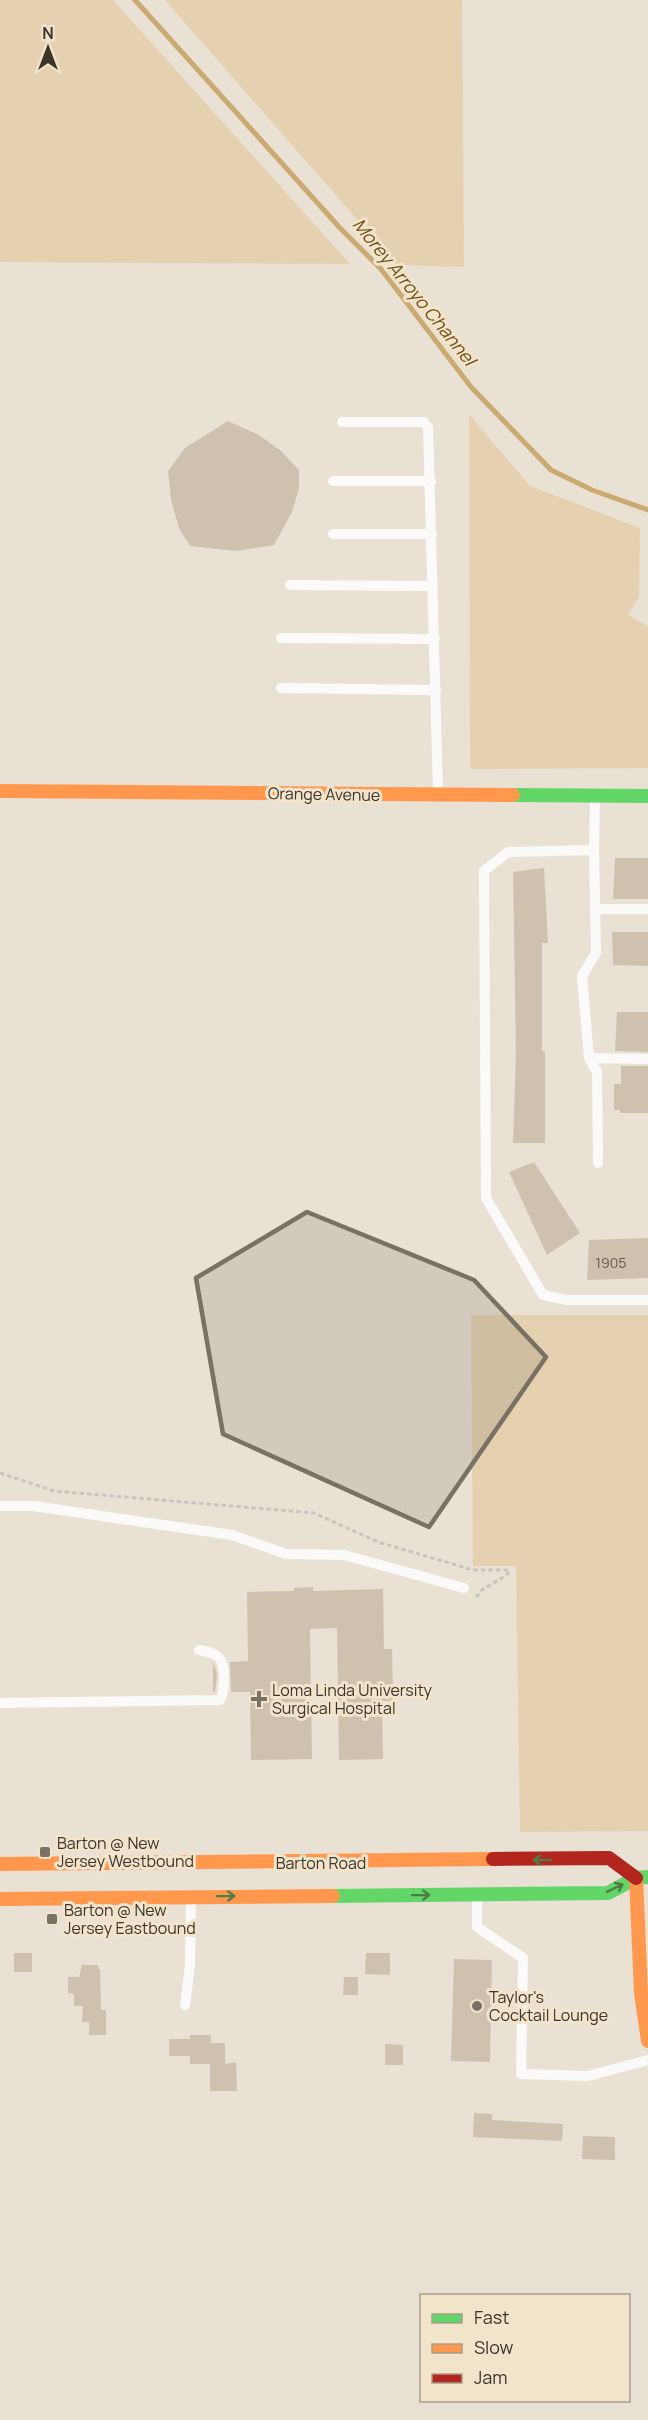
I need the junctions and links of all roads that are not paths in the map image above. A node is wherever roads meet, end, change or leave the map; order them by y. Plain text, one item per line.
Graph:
--
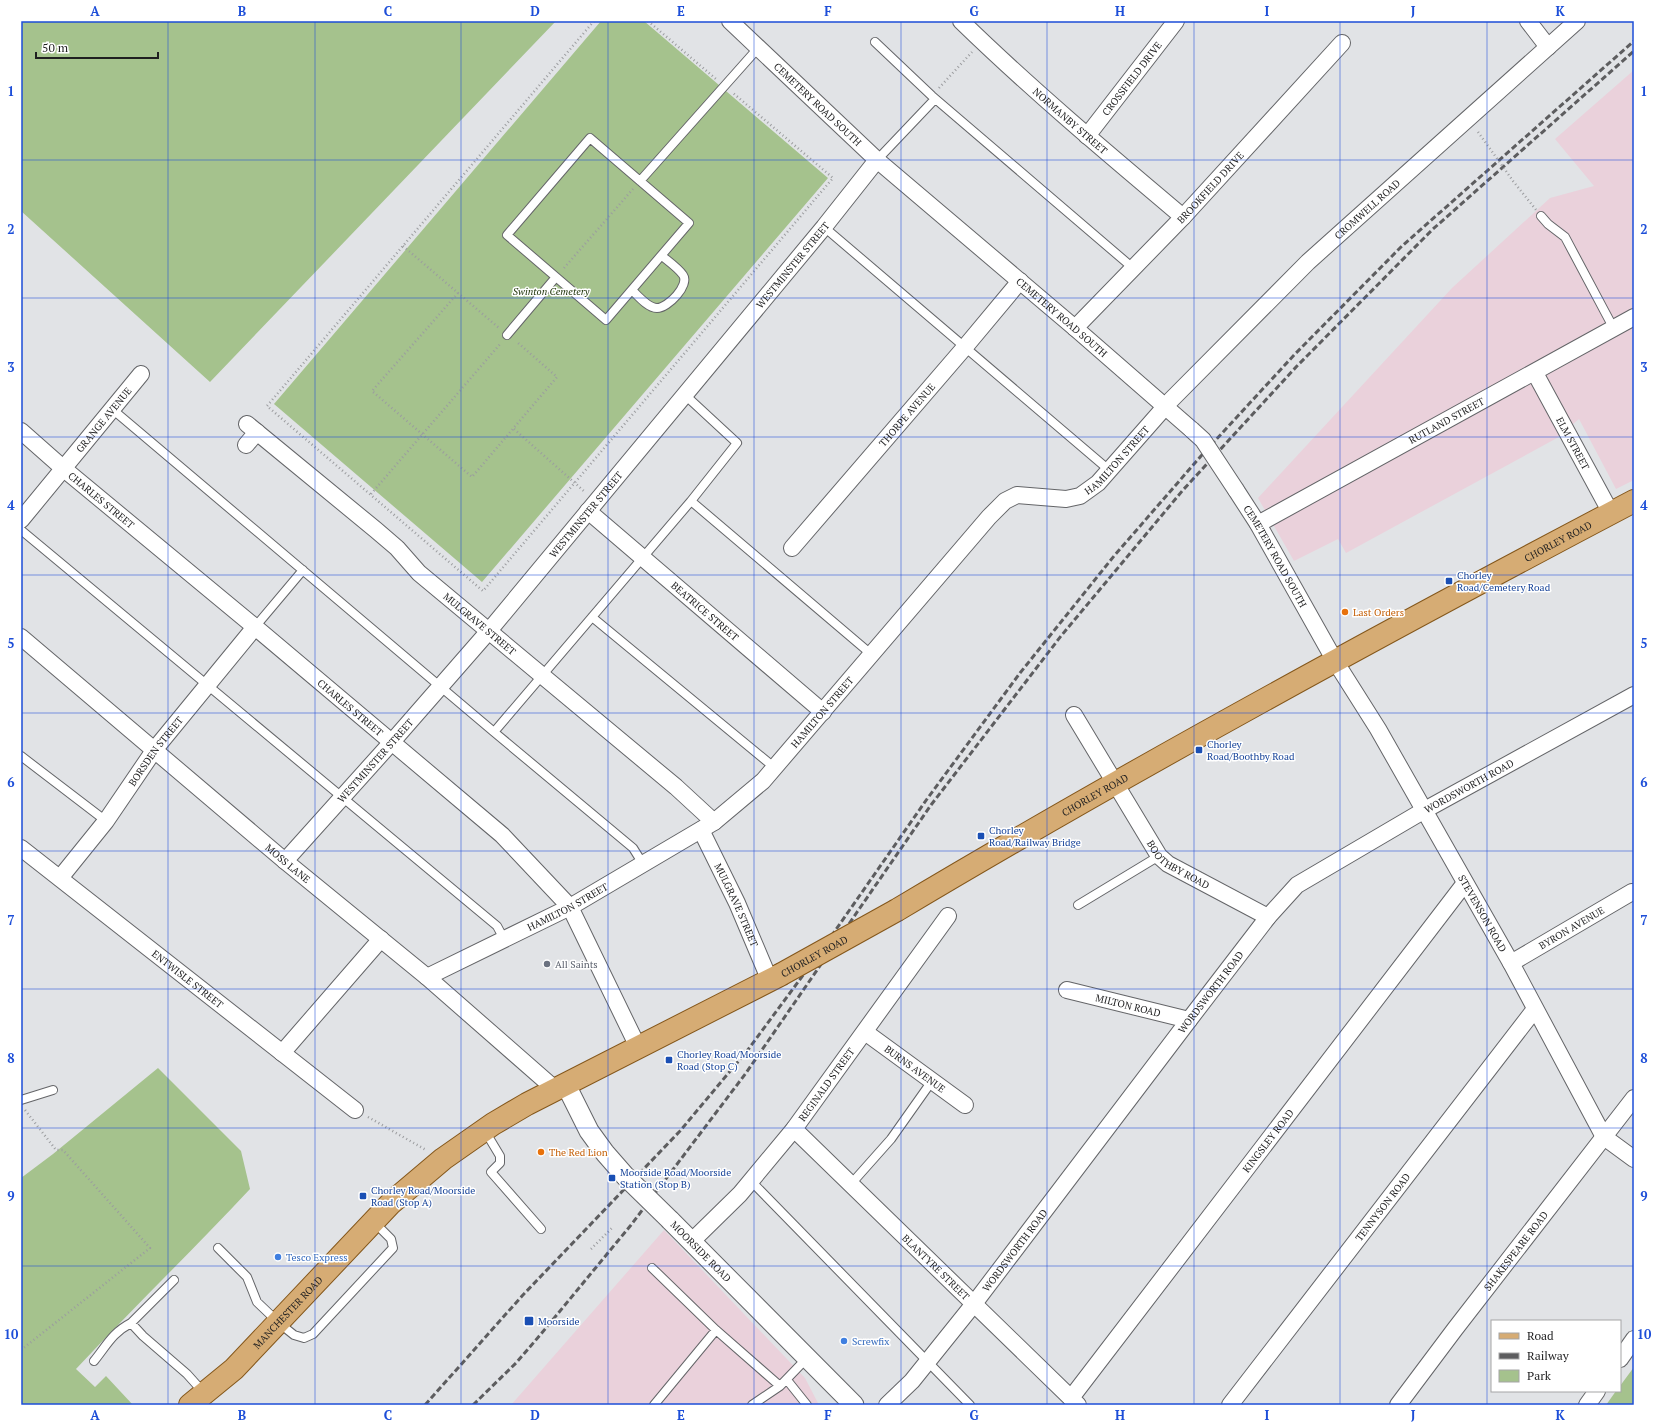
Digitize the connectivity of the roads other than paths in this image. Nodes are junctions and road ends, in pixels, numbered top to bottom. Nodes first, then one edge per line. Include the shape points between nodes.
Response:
...
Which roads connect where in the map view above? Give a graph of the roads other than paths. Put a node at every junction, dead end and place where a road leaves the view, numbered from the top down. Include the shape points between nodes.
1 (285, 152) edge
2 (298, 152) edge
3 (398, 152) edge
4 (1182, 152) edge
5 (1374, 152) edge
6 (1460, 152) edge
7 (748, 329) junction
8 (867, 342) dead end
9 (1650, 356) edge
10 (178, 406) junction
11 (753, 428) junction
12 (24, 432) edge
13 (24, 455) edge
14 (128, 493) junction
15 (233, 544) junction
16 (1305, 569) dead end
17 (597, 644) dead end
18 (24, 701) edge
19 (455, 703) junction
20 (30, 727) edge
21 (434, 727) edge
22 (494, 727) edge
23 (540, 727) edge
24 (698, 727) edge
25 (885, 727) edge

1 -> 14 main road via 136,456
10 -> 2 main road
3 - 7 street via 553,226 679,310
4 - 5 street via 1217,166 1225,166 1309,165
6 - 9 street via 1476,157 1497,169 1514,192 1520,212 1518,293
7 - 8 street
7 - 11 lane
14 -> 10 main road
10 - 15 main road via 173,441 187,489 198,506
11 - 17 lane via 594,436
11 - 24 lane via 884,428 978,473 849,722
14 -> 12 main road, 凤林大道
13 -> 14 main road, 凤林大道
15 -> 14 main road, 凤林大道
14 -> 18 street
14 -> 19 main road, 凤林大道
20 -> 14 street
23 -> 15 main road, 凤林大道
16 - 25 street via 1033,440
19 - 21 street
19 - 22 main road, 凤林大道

## WHAT YOU WILL DO
From the material above, state how many lines hold the word "image", giving nothing but the number.

## ANSWER SPACE
2